LA vs. NYC: Epic Throwdown for Ages and Times

*By your mother, who wants you to move home and meet a nice man/girl to settle down with.

Anyone will tell you, these two places are polar opposites. Actually: everyone, it seems, wants to tell you. You cannot move from one coast to the other without choruses on either side chiding you to make the call: which one? Which do you like more? What kind of a person are you, really? Well, I’ll tell you.

Polar opposites. Literally: One of the earth’s magnetic poles is located in an illegal casino for rats and cockroaches located at the base of the antenna of the Conde Nast building, the other one at the corner of Hollywood and Highland, masquerading as a man dressed in a bedbug-infested Cookie Monster suit.

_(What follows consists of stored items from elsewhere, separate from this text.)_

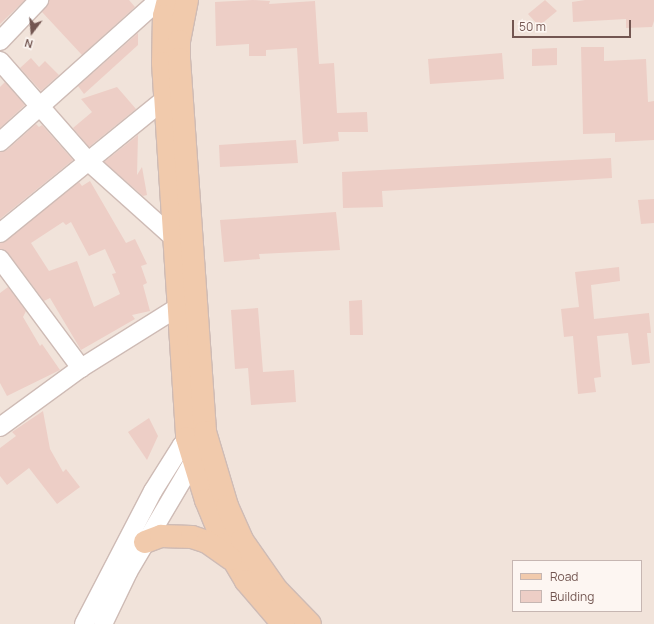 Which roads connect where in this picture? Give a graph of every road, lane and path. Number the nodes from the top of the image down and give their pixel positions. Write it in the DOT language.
graph roads {
  1 [pos="39,0"];
  2 [pos="159,0"];
  3 [pos="168,0"];
  4 [pos="187,0"];
  5 [pos="0,41"];
  6 [pos="0,61"];
  7 [pos="165,99"];
  8 [pos="40,105"];
  9 [pos="0,142"];
  10 [pos="88,161"];
  11 [pos="0,233"];
  12 [pos="175,239"];
  13 [pos="0,259"];
  14 [pos="187,278"];
  15 [pos="180,306"];
  16 [pos="81,368"];
  17 [pos="0,427"];
  18 [pos="199,436"];
  19 [pos="193,461"];
  20 [pos="146,542"];
  21 [pos="233,562"];
  22 [pos="84,624"];
  23 [pos="103,624"];
  24 [pos="283,624"];
  25 [pos="310,624"];
  1 -- 5 [label="street"];
  2 -- 8 [label="street"];
  3 -- 7 [label="main road"];
  4 -- 14 [label="main road"];
  6 -- 8 [label="street"];
  7 -- 10 [label="street"];
  7 -- 12 [label="main road"];
  8 -- 9 [label="street"];
  8 -- 10 [label="street"];
  10 -- 11 [label="street"];
  10 -- 12 [label="street"];
  12 -- 14 [label="main road"];
  13 -- 16 [label="street"];
  14 -- 15 [label="main road"];
  14 -- 18 [label="main road"];
  15 -- 16 [label="street"];
  15 -- 18 [label="main road"];
  16 -- 17 [label="street"];
  18 -- 19 [label="main road"];
  18 -- 22 [label="street"];
  18 -- 25 [label="main road"];
  19 -- 20 [label="street"];
  19 -- 21 [label="main road"];
  20 -- 21 [label="main road"];
  20 -- 23 [label="street"];
  21 -- 24 [label="main road"];
} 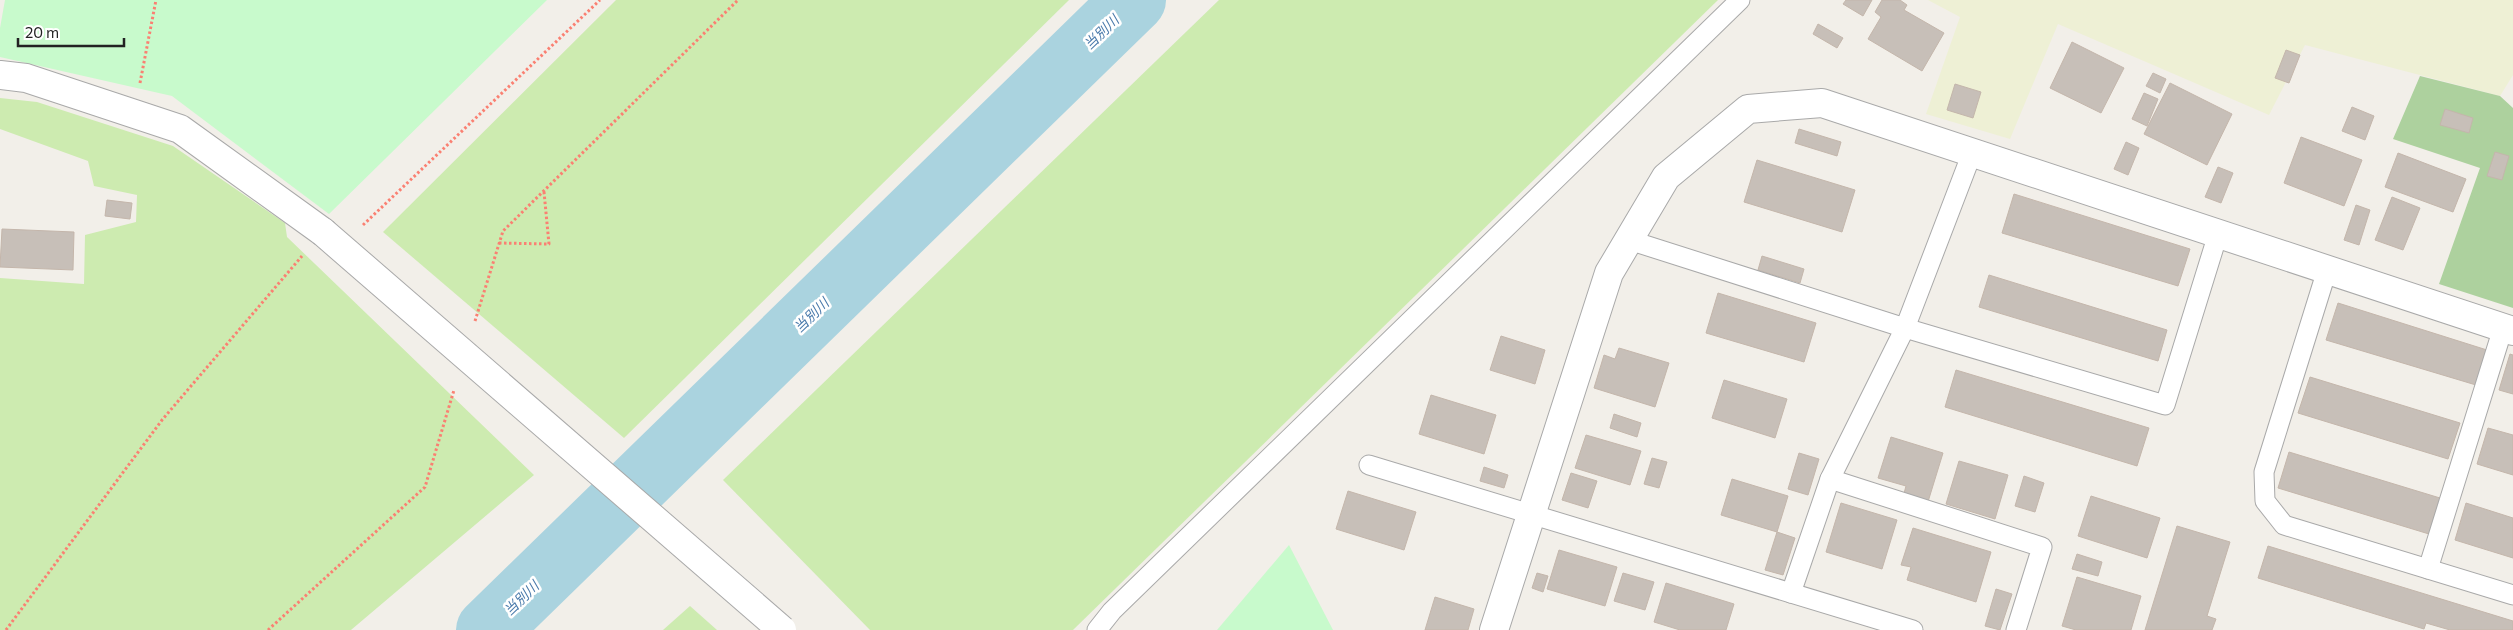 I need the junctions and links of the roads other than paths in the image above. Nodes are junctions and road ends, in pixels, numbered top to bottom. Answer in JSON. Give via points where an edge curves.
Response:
{"nodes":[{"id":1,"x":1740,"y":0,"type":"edge"},
{"id":2,"x":0,"y":75,"type":"edge"},
{"id":3,"x":1972,"y":153,"type":"junction"},
{"id":4,"x":2218,"y":234,"type":"junction"},
{"id":5,"x":1629,"y":240,"type":"junction"},
{"id":6,"x":2327,"y":270,"type":"junction"},
{"id":7,"x":1905,"y":328,"type":"junction"},
{"id":8,"x":2508,"y":330,"type":"edge"},
{"id":9,"x":1369,"y":465,"type":"dead end"},
{"id":10,"x":1830,"y":479,"type":"junction"},
{"id":11,"x":1532,"y":514,"type":"junction"},
{"id":12,"x":2428,"y":569,"type":"junction"},
{"id":13,"x":1791,"y":593,"type":"junction"},
{"id":14,"x":2513,"y":595,"type":"edge"},
{"id":15,"x":782,"y":630,"type":"edge"},
{"id":16,"x":1098,"y":630,"type":"edge"},
{"id":17,"x":1494,"y":630,"type":"edge"},
{"id":18,"x":1913,"y":630,"type":"edge"},
{"id":19,"x":2016,"y":630,"type":"edge"}],
"edges":[{"from":1,"to":16,"type":"lane","via":[[1119,604]]},
{"from":2,"to":15,"type":"street","bridge":true,"via":[[26,78],[180,129],[323,232]]},
{"from":3,"to":4,"type":"street"},
{"from":3,"to":5,"type":"street","via":[[1822,104],[1748,109],[1666,178]]},
{"from":3,"to":7,"type":"lane"},
{"from":4,"to":6,"type":"street"},
{"from":4,"to":7,"type":"lane","via":[[2165,405]]},
{"from":5,"to":7,"type":"lane"},
{"from":5,"to":11,"type":"street","via":[[1609,273]]},
{"from":6,"to":8,"type":"street"},
{"from":6,"to":12,"type":"lane","via":[[2264,472],[2264,501],[2284,525]]},
{"from":7,"to":10,"type":"lane"},
{"from":8,"to":12,"type":"lane"},
{"from":9,"to":11,"type":"lane"},
{"from":10,"to":13,"type":"lane"},
{"from":10,"to":19,"type":"lane","via":[[2042,547]]},
{"from":11,"to":13,"type":"lane"},
{"from":11,"to":17,"type":"street"},
{"from":12,"to":14,"type":"lane"},
{"from":13,"to":18,"type":"lane"}]}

People in New York are blunt. So blunt, that just running into one on the street constitutes a second-degree bludgeoning. So blunt that instead of a handshake and a “hello,” a true New Yorker will punch you in your face and tell you what is wrong with your relationship with your parents. Then he/she will tell you he/she is not your therapist and it is none of their business.

People in LA, conversely, are slippery and fake. So slippery that just trying to look directly at one will cause your eyeballs to become so lubricated, they will rotate 360 degrees inside your skull, causing blindness. So fake that each Angeleno is assigned his/her own doppelgänger who does all his/her social interaction for him/her, promising calls back and future meetings, even though doppelgängers are prohibited their own phones or datebooks. While their doppelgängers are out mixing it up in the world, real Angelenos are driving at unreasonable speeds, making illegal left turns.

It is illegal to own an automobile in New York. If you bring your car into lower Manhattan, a league of gypsy cab drivers will hunt you down and smash your windows with tire irons, then the NYPD will fine you for littering glass shards and douse you with 64 oz sodas, which only they are allowed to possess.

It is illegal not to own a car in Los Angeles. If an Angeleno is reported for spending fewer than 35% of his/her day outside a private vehicle, the LAPD dispatches a pack of ravenous Chihuahuas to chase him/her into a car. This policy was the initial cause of the rise in carjackings in during the 80s and 90s, yet remains popular to this day.

New York is virtually uninhabitable outside of mid-March through mid-May and mid-September through mid-November. During the summer, the combination of heat-reflective concrete and an overwhelming 4:1 AC-to-person ratio, the air becomes a solid jellylike mass of urine, bus exhaust, and water vapor. During the winter, the avenues become canals filled with toxic mud-slush, traversed by barefoot homeless people on cardboard rafts who offer crossings to commuters in dress shoes for twenty dollars a ride. During the spring, teenagers rut openly in subway cars, beating up and stealing the iPhones of anyone who interrupts their mood. And those are the Stuyvesant kids.

In Los Angeles, there are no seasons. Every day is exactly the same–placid, dry, 73 degrees. The excess of sunny days causes premature wrinkles which boosts the thriving botox industry. The air quality is so bad, performance artists roam the streets making shadow-plays in the smog for passing vehicles.

These are the things I have learned.